A must-know overview of the US thermal (steam) coal industry (Part 6 of 12)
Although mining cost is cheaper in the Interior and Western basins, electricity usage is concentrated on the eastern side of U.S. That means a large percent of the value difference between the more expensive higher-ranked coal in the East and cheaper lower-ranked coal in the West is captured by transportation companies.
The most efficient way to transport coal from PRB (Powder River Basin) is through Burlington Northern Santa Fe and Union Pacific railroads. Due to high transportation costs, most PRB coal is largely delivered to electricity producers situated west of the Mississippi river. For instance, it costs about ~$30 per short ton to ship coal from the Powder River Basin to Ohio in 2010 (right on the left side of the Appalachia basin). While the additional ~$30 per short ton of transportation cost still makes PRB coal cheaper than Appalachia’s on a short ton basis, recall that PRB coal is of lower rank and heating value.
Transportation east of Mississippi
For deliveries to eastern states, Appalachia coal, supplied primarily by companies such as Arch Coal (ACI), Alpha Natural Resources (ANR), and Consol Energy (CNX), have historically been more competitive than PRB coal. Norfolk Southern (NSS) and CSX Transportation (CSX) are the two main railroads used for transportation, although railroads made up just 56% of total coal transportation east of Mississippi. In cases where sellers and buyers are located near water channels east of Mississippi, barge transportation is often cheaper than rail, while trucks are used for shorter distances.

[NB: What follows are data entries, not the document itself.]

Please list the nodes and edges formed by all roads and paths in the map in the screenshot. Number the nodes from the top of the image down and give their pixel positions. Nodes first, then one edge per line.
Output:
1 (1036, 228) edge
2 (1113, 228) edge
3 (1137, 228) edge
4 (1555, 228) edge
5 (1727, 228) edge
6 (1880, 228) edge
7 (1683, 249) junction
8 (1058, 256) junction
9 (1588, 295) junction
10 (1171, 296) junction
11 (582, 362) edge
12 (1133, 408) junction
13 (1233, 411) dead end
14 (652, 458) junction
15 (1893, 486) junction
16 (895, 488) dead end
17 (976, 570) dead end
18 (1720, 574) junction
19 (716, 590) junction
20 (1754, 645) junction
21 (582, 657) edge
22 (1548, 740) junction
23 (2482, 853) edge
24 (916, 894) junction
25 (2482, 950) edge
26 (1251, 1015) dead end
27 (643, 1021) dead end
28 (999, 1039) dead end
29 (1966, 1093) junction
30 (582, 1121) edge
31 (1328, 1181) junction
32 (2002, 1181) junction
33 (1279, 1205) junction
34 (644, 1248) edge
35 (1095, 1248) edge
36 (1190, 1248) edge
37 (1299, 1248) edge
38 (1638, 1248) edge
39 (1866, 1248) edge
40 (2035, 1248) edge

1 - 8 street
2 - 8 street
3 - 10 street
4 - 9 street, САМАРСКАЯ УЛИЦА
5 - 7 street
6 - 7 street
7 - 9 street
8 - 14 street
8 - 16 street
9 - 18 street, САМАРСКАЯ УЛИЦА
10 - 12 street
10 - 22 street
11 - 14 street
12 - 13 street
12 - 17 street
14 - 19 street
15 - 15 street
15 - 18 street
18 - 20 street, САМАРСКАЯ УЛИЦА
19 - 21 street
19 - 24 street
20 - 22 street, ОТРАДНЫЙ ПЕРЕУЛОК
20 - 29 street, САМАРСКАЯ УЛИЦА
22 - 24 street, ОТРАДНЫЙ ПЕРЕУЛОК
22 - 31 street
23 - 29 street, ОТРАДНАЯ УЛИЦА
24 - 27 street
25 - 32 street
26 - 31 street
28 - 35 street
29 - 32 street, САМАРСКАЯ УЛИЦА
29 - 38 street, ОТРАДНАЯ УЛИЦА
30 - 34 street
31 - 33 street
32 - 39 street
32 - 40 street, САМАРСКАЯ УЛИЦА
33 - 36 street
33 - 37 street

Because there are few alternatives for companies such as Cloud Peak (CLD), Peabody Energy (BTU), Arch Coal (ACI), and Alpha Natural Resource (ANR) to transport coal more efficiently, coal miners lack leverage over these rail companies. It seems that eastern railroad operators have more pricing power over coal miners because most mines are linked to just one railroad, while there are two railroads connected to the Powder River Basin. That means Appalachia coal miners are placed at a disadvantage, although Powder River Basin and Interior operators will probably be subject to higher pricing power once coal reaches eastern states.